Conto 4 Sentei-me na beira de um muro para esperar o bonde da vida chegar, completavam vinte anos desde a última vez que ali sentei e era a última vez que ali sentaria pelo resto da minha vida. Há vinte anos viver era possível, meu universo podia ser resumido em correr atrás de pipas, brincar no meio da rua, ilusões existenciais, efusões de alegria, lembro-me de quando sentei neste exato lugar pela primeira vez, criança sentada na beira do muro, sem trabalho a cumprir, caminho a seguir, pensa. Menino sentado em cima do muro não sabe a sorte que tem. Daqui de cima o mundo passa, atravessa, a Morte caminha pela calçada, fita-me com seus olhos tristes por ter tido que carregar a alma da mulher que amava para o outro mundo, no

qual é proibido de entrar. Não chegou sua vez, ele diz sem parar de andar.
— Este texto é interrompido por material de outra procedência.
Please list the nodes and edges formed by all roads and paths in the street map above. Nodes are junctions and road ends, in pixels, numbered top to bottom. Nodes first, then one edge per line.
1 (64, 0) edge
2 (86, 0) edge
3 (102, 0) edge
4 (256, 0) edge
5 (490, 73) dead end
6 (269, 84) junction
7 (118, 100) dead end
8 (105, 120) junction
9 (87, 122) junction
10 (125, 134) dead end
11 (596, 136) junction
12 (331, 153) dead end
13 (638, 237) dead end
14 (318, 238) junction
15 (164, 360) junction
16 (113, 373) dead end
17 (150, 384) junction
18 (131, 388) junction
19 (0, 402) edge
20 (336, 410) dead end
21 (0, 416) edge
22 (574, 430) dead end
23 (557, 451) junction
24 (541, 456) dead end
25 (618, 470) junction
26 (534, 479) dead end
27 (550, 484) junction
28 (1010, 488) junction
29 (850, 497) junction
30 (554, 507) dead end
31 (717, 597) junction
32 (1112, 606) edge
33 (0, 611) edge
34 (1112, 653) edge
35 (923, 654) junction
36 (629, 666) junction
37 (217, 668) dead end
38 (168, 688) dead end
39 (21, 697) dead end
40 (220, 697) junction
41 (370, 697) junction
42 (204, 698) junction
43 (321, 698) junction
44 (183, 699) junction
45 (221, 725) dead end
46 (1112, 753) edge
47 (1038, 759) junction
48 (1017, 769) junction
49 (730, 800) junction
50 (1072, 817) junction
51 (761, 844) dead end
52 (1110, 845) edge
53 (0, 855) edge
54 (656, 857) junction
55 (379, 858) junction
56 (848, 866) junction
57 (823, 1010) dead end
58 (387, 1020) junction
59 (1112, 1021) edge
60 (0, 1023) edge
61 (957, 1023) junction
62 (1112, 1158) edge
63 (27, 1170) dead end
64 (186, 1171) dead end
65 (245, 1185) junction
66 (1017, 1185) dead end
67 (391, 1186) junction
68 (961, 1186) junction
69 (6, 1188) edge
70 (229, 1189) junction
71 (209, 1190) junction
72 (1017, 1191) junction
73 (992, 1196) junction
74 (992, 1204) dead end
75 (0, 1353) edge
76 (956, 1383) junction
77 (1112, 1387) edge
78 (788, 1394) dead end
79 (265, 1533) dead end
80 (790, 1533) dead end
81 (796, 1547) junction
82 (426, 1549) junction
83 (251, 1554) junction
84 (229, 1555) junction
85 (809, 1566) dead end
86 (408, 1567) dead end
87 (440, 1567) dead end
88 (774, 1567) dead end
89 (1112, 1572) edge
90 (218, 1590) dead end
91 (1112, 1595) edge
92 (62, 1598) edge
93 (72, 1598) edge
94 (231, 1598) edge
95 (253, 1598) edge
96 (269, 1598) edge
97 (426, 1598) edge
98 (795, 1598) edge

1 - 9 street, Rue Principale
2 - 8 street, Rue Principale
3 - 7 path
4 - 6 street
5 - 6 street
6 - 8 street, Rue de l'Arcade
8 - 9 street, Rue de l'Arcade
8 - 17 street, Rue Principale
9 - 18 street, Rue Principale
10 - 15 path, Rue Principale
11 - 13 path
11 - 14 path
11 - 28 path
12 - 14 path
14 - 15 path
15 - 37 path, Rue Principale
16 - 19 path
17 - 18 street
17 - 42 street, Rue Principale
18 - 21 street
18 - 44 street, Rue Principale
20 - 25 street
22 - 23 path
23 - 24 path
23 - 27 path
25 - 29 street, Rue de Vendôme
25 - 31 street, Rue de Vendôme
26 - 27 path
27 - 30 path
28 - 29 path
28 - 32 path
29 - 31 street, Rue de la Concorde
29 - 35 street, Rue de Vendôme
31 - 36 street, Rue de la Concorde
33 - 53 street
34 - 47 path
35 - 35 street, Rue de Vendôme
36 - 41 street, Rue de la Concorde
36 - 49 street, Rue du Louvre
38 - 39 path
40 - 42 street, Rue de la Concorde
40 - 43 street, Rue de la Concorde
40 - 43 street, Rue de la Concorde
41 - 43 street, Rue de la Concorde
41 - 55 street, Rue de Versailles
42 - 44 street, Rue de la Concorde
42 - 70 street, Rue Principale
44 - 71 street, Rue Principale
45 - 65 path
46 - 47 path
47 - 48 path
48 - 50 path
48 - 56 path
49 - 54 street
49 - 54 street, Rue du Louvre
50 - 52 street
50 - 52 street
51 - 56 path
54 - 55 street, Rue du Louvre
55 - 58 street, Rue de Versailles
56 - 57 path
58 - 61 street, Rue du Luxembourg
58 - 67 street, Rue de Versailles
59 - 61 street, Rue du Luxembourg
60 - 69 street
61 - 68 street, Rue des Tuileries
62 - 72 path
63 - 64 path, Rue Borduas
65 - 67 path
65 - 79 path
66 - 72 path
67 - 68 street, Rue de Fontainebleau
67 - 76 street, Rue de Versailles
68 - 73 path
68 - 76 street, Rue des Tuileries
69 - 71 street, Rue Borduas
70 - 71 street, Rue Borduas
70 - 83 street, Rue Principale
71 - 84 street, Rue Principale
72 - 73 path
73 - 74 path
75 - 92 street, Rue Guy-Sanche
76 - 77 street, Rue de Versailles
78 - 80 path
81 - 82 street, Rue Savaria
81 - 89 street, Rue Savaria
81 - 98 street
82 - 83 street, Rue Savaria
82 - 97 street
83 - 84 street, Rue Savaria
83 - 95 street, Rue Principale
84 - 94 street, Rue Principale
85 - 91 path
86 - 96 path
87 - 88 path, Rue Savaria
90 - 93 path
Não chegou minha vez, será que chegará algum dia? Menino sentado na beira do muro não pensa na morte, mas em jogar bolas-de-gude. Um casal se aproxima do muro, esperam o bonde rodeados pela eterna poesia dos enamorados, perdendo-se um nos braços do outro, não são dois, são um. Hoje, cinqüenta e sete anos depois, estão separados há muito tempo, mal se lembram que um dia estiveram juntos, porém continuam naquele mesmo lugar abraçados, torcendo para que o bonde não chegue nunca. Contudo para o menino sobre o muro, amores, memórias, eternidade, são palavras amorfas, sem nenhum significado, o menino pensa no dia que será astronauta. Estou com oitenta e quatro anos, mergulhado em uma solidão intransponível, desejando todas as manhãs que nunca tivesse descido do muro, daquela primeira vez setenta e sete anos atrás, e às vezes tenho a impressão de, realmente não ter descido. Naquele tempo de infância ao ver um homem sentado no muro sobre o qual costumava ficar, perguntei como seria o meu futuro, ao ouvir a pergunta do menino respondi serenamente, Será maravilhoso, ao ver aqueles olhos sonhadores mirando os meus,

não tive coragem de dizer a verdade, menino sentado em cima do muro não sabe a sorte que tem.